### [SUPPLIED RECORDS]
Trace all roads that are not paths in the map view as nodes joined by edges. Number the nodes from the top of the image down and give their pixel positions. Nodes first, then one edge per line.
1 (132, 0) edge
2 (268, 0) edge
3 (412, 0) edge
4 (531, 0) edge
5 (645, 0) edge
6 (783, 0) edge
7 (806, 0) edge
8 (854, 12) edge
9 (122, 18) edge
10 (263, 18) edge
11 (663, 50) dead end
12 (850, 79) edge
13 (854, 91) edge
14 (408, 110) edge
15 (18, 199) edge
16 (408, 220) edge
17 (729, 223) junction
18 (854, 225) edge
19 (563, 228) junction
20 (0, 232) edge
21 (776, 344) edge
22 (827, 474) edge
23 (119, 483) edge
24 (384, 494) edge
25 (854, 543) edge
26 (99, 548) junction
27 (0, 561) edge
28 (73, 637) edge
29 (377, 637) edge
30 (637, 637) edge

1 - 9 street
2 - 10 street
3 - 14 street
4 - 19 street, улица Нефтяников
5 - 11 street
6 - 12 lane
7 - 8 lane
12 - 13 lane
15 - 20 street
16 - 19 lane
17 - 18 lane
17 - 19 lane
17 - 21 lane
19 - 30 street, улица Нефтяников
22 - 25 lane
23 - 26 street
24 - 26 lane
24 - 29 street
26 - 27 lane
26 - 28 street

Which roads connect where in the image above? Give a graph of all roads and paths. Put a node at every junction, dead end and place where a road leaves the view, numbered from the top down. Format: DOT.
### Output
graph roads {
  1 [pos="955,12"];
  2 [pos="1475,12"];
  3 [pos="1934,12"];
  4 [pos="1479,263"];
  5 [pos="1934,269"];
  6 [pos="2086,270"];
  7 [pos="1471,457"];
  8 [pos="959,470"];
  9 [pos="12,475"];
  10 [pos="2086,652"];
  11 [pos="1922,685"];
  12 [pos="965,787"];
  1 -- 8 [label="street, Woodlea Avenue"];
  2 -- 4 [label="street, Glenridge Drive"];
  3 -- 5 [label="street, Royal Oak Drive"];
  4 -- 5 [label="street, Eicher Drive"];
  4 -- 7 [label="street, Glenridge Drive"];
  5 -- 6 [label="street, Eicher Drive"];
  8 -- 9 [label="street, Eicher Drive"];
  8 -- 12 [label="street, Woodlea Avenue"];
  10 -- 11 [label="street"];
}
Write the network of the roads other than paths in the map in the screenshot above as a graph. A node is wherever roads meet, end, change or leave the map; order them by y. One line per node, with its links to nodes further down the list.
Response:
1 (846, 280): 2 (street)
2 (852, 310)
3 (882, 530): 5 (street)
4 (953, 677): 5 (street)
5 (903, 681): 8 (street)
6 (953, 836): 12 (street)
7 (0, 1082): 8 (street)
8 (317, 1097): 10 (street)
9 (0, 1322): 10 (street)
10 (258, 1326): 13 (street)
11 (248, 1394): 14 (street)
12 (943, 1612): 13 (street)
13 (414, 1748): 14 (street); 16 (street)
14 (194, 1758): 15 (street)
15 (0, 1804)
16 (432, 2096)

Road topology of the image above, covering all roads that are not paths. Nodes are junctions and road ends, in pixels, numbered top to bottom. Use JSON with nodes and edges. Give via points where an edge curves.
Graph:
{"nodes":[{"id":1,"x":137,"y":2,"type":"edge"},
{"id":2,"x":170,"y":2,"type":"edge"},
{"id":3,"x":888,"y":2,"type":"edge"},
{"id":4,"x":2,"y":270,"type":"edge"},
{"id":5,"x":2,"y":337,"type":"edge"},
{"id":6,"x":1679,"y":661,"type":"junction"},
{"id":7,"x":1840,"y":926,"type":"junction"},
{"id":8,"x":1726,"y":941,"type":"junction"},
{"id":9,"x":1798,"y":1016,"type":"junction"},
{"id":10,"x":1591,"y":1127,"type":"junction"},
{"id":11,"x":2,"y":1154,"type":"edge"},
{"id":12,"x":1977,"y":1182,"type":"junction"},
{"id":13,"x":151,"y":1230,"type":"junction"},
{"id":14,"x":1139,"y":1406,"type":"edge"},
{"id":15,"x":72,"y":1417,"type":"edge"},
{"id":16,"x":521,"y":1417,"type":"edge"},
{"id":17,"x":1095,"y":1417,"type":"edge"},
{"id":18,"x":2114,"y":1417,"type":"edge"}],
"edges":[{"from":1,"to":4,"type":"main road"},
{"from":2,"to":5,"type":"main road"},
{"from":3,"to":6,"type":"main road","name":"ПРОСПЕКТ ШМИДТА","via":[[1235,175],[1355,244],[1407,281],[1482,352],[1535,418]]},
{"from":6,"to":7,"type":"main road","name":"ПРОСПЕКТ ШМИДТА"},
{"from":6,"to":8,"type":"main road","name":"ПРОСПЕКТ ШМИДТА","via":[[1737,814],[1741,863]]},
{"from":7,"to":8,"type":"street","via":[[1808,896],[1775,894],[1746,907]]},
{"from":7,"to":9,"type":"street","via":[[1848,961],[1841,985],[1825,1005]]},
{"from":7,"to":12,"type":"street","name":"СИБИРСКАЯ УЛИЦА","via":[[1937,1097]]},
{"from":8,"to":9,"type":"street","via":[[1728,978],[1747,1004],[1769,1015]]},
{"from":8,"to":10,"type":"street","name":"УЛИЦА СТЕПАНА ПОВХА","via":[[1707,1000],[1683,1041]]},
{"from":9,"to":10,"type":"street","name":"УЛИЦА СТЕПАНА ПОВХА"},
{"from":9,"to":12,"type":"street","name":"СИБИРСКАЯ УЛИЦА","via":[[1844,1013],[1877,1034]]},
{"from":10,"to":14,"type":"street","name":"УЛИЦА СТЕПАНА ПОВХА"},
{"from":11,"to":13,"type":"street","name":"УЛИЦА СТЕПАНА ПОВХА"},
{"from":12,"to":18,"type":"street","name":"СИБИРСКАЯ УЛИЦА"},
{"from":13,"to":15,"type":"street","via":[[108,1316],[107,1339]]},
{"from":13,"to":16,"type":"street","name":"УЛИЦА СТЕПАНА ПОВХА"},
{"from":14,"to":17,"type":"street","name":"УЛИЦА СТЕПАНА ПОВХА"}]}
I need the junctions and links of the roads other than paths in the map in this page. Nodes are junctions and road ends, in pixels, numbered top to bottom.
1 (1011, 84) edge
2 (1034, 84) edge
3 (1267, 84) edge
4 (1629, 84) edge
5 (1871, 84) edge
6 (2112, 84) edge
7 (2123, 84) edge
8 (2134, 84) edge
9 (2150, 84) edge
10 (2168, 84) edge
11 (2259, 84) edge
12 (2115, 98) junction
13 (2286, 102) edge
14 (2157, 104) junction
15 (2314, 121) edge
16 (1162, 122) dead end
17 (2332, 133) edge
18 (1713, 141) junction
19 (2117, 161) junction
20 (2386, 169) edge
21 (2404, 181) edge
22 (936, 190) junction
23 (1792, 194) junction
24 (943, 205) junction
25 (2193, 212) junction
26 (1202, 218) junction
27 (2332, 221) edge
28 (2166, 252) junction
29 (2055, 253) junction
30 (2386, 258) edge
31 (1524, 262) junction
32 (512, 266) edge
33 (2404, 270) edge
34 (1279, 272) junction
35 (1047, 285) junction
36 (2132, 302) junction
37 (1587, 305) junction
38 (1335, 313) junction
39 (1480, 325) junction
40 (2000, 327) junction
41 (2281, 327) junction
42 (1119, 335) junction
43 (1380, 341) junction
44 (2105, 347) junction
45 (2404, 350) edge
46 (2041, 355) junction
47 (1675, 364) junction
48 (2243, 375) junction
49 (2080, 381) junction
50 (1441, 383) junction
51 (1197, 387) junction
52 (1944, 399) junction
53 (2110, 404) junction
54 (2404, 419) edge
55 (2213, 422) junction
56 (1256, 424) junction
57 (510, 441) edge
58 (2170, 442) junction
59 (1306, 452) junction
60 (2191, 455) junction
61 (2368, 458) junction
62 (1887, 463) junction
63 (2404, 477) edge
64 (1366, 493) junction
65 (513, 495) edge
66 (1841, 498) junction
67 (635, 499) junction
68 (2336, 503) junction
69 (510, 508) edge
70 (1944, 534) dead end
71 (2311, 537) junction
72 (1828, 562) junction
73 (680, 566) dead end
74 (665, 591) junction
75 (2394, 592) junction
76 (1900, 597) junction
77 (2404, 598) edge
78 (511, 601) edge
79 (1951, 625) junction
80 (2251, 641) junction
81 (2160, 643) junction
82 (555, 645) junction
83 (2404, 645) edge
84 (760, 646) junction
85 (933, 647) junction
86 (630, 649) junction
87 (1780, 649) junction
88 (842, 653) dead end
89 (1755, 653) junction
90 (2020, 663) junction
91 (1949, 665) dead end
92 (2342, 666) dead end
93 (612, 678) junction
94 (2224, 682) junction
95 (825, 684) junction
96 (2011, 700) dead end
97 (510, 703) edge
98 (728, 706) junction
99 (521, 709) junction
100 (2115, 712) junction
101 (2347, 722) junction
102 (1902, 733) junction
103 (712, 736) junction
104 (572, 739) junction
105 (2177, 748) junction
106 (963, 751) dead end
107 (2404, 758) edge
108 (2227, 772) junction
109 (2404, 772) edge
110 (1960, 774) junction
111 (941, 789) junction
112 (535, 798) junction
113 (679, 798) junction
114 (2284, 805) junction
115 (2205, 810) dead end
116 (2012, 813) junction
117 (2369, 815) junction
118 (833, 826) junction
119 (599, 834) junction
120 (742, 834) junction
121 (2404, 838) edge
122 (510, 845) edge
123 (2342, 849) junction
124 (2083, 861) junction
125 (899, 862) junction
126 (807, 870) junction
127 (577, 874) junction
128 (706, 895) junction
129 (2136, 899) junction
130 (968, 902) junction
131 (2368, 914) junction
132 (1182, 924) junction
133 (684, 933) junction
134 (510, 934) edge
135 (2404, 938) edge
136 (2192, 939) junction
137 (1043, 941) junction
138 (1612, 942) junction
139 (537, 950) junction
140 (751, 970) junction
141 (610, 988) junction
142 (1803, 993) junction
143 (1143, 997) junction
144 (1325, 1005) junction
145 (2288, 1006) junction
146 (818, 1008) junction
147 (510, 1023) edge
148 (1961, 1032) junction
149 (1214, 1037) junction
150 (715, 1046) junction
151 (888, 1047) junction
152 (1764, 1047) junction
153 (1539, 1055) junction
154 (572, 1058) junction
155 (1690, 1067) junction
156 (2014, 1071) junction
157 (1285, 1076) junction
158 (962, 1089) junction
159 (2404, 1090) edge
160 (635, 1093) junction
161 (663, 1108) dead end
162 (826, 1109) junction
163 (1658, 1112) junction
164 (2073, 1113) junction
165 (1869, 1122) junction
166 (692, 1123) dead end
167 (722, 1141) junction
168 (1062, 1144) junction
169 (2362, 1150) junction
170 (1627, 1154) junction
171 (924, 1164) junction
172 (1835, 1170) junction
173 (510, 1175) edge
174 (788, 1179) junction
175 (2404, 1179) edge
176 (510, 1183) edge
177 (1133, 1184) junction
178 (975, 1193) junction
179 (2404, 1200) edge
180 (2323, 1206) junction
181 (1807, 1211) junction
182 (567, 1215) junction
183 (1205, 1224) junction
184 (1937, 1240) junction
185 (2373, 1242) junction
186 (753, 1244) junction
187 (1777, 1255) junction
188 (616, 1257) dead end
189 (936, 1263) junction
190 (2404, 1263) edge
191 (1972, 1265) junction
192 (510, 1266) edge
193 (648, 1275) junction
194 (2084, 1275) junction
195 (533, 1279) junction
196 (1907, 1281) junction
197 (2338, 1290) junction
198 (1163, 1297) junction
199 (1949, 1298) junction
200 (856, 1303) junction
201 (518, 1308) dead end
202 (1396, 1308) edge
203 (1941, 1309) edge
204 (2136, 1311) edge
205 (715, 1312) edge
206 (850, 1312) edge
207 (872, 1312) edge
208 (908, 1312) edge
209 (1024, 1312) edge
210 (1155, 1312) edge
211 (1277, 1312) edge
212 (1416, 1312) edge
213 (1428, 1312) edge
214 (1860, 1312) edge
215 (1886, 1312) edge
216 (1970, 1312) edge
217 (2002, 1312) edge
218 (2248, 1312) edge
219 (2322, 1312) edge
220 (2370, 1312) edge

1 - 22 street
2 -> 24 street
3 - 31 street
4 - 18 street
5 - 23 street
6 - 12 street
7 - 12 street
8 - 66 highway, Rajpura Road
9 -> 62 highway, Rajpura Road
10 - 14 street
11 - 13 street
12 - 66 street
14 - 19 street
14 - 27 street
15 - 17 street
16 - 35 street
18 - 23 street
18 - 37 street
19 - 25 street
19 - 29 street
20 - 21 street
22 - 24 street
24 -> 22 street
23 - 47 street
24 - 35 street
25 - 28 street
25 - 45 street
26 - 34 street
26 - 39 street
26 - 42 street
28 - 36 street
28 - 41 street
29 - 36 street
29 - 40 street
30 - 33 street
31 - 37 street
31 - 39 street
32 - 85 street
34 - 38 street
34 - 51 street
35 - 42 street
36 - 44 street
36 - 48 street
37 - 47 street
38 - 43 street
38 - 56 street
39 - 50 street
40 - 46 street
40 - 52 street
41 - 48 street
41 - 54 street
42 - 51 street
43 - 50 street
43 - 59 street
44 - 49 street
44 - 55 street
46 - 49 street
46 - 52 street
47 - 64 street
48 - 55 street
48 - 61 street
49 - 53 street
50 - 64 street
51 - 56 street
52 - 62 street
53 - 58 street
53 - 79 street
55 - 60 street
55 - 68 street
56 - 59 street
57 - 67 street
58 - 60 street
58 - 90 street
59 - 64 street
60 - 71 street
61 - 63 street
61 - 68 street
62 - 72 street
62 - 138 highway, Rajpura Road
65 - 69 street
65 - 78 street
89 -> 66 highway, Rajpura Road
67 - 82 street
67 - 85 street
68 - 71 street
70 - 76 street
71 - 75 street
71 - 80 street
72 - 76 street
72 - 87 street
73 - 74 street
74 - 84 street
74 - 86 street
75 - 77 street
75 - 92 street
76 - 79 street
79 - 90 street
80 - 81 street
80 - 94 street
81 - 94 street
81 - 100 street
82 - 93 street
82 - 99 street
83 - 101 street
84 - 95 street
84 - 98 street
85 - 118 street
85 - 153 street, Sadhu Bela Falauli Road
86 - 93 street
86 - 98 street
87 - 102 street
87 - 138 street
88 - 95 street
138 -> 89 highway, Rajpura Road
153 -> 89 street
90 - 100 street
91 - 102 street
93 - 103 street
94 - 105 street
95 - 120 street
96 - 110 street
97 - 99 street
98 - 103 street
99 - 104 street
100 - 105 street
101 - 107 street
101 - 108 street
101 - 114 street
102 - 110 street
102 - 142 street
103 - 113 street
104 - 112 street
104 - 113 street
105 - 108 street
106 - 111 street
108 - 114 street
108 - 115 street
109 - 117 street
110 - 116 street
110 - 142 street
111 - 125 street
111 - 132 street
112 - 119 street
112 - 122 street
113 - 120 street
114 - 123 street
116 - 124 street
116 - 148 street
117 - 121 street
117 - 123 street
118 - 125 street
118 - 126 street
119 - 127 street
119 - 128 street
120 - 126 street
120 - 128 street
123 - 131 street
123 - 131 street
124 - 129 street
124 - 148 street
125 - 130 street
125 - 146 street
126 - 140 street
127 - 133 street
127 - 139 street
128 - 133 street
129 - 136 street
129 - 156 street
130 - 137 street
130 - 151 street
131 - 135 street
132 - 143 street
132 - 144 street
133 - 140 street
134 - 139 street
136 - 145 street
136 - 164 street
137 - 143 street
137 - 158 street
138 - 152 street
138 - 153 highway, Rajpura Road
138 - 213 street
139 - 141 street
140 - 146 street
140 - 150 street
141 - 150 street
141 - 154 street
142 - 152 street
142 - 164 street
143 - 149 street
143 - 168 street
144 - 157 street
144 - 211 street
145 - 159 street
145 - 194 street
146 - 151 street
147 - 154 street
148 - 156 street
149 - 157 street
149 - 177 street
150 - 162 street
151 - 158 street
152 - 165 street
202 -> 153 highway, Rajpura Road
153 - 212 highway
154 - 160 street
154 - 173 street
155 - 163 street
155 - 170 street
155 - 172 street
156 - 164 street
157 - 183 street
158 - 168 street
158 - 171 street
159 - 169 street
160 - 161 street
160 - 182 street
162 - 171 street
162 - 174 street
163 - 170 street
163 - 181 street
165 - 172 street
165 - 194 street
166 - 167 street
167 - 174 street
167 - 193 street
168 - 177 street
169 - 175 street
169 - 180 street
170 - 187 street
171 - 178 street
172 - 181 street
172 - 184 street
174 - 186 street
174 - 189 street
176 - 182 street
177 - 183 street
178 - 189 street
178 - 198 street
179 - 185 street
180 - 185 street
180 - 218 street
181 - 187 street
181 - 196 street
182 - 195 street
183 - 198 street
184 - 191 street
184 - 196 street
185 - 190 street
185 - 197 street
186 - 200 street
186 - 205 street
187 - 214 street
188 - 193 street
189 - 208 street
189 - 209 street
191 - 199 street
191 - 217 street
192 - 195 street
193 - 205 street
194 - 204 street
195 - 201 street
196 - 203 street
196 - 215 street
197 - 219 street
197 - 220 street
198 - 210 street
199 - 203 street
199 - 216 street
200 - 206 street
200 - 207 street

### [TASK ITEM]
Find each line in the records holding the string "that" and show it.

### [RESULT BELOW]
Trace all roads that are not paths in the map view as nodes joined by edges. Number the nodes from the top of the image down and give their pixel positions. Nodes first, then one edge per line.
Road topology of the image above, covering all roads that are not paths. Nodes are junctions and road ends, in pixels, numbered top to bottom. Use JSON with nodes and edges. Give via points where an edge curves.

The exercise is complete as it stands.